Giovanni XXIII – come sanno gli esperti – non era un “progressista”, ma un conservatore: ammirava Pio IX e voleva stare “nel solco luminoso tracciato da Pio XII” (parole sue). I tradizionalisti non riescono a spiegare perché fu proprio lui a volere il Concilio Vaticano II (desiderava parlare al cuore degli uomini come buon pastore).

IL GESTO DI CONGAR

Il professor Roberto De Mattei, valente storico della Chiesa e tradizionalista, ritiene – in sintesi – che la catastrofe della Chiesa attuale derivi proprio dal Concilio (di cui ha scritto una storia).

Da questa idea viene il suo giudizio, nient’affatto drastico, su Francesco ritenuto solo uno dei papi postconciliari a cui attribuisce idee simili. Per esempio, oggi c’è molto sconcerto per la nomina di mons. Víctor Manuel Fernández a prefetto della Congregazione della Fede, con annessa porpora cardinalizia.

Der Spiegel ha titolato: “Papa Francesco ripulisce l’eredità di Benedetto”. E il Frankfurter Rundschau ha scritto: “Francesco rompe definitivamente con Benedetto”. Ratzingeriani e wojtyliani ritengono che ciò rappresenti una rottura teologica e uno snaturamento dell’ex S. Uffizio.

Invece De Mattei sembra ritenere che le ultime scelte del Papa non siano “espressione di una radicale frattura con i pontificati che lo hanno preceduto” (Corrispondenza romana 19/7). Infatti – a suo parere – il S. Uffizio vero, quello del card. Ottaviani, fu “demolito” al Concilio dall’intervento del card. Frings e “il prof. don Josef Ratzinger, era stato in Concilio l’ispiratore e il ghost-writer del cardinale Frings, come mons. Victor Fernández lo è stato di papa Francesco”.

Dopo aver equiparato un grande teologo (e grande papa) a mons. Fernandez, in genere citato per il suo libro sui baci, De Mattei ricorda che il S. Uffizio, dopo il Concilio, fu riformato da Paolo VI, diventando la Congregazione per la dottrina della fede e Ratzinger fu chiamato da Giovanni Paolo II nel 1981 a guidare proprio ciò “che Frings in Concilio aveva pubblicamente attaccato”.
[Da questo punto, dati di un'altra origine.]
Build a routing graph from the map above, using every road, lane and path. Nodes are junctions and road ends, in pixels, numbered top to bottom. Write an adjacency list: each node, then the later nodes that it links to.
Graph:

In realtà aveva attaccato il vecchio S. Uffizio e il card. Ratzinger guidò un dicastero che aveva cambiato il nome e anche i metodi e la missione. Secondo De Mattei questa fu invece una “demolizione”.
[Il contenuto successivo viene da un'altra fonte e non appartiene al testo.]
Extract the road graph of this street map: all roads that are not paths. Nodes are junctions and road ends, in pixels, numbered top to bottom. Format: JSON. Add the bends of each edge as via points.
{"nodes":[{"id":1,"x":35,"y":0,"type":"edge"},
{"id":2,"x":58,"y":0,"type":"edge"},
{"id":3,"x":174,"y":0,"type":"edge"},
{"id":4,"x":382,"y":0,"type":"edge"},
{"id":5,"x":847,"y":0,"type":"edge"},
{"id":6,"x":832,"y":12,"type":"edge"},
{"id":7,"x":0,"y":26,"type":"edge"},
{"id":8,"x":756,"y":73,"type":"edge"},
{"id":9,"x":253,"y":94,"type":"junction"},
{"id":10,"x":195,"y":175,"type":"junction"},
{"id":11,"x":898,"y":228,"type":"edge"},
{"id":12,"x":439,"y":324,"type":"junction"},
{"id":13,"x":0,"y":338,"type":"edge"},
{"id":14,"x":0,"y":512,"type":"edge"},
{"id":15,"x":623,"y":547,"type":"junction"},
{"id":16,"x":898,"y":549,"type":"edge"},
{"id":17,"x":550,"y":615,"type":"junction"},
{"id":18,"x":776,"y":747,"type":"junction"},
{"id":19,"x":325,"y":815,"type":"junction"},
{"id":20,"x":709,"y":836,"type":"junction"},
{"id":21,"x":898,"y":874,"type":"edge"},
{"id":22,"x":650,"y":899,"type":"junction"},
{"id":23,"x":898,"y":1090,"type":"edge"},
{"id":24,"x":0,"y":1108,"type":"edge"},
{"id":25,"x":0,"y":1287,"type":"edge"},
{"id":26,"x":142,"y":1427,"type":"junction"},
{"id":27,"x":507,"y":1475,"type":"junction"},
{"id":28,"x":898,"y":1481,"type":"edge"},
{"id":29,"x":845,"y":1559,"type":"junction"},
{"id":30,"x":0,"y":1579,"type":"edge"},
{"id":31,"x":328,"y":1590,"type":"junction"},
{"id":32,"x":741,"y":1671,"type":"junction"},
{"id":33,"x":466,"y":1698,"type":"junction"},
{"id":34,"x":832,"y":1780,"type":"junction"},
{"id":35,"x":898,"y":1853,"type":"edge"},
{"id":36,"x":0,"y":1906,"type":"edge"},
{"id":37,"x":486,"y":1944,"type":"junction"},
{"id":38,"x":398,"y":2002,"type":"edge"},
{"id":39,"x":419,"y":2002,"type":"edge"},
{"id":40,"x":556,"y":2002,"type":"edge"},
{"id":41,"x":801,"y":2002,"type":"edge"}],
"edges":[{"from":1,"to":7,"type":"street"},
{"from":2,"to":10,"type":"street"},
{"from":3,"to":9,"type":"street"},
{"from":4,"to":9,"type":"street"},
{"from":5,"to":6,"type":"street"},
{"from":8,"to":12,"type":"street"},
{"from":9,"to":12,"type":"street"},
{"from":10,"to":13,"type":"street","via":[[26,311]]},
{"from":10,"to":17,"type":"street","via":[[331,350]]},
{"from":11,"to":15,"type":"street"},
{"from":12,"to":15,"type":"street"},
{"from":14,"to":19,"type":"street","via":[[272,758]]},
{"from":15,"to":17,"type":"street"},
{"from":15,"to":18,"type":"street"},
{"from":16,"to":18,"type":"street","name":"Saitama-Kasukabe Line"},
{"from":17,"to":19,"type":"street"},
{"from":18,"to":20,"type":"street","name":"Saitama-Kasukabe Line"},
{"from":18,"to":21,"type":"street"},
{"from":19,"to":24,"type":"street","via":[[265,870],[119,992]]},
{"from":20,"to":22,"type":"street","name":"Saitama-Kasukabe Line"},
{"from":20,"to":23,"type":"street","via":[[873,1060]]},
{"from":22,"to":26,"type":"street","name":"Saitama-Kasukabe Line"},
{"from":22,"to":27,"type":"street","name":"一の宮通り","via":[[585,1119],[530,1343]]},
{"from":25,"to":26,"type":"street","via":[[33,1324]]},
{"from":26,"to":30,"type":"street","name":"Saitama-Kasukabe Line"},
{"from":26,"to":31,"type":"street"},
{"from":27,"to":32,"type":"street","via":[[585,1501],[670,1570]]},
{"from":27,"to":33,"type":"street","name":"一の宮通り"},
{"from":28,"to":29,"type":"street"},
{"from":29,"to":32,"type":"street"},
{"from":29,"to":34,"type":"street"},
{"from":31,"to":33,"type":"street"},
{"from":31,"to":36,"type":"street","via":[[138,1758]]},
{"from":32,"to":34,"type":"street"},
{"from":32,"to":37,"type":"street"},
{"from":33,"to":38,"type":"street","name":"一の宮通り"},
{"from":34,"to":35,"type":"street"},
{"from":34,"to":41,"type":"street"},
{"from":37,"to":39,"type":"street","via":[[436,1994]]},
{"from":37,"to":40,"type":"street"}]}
Tale cambiamento fu lodato da un noto teologo, padre Yves-Marie Congar. “Lo stesso Congar”, scrive De Mattei, che per “per ben due volte, nel 1946 e nel 1954, urinò sulla porta del S. Uffizio, in segno di disprezzo verso la suprema istituzione della Chiesa (Journal d’un théologien (1946-1954), Editions du Cerf, Paris 2000, pp. 88, 293). Fu poi creato cardinale da Giovanni Paolo II il 26 novembre 1994”.

A leggere queste righe sembra quasi che Congar sia stato creato cardinale per quel “gesto” di 40 anni prima (se veramente c’è stato). O che esso, in fondo, possa essere messo sullo stesso piano dell’importante discorso del card. Frings scritto da Ratzinger.

Una cosa appare chiara: per i tradizionalisti fra Fernandez e Ratzinger non poi c’è gran differenza. È una notevole legittimazione per Francesco.

EVOLUZIONI

Chiesa e modernità. Nel “Pendolo di Foucault” Umberto Eco scrive: “L’umanità non sopporta il pensiero che il mondo sia nato per caso, per sbaglio. Solo perché quattro atomi scriteriati si sono tamponati sull’autostrada bagnata”.

Ratzinger sapeva dibattere con questo pensiero moderno che Tom Wolfe nel “Regno della parola” polverizzò con una battuta: “Dire che gli animali si sono evoluti nell’uomo è come dire che il marmo di Carrara si è evoluto nel David di Michelangelo”.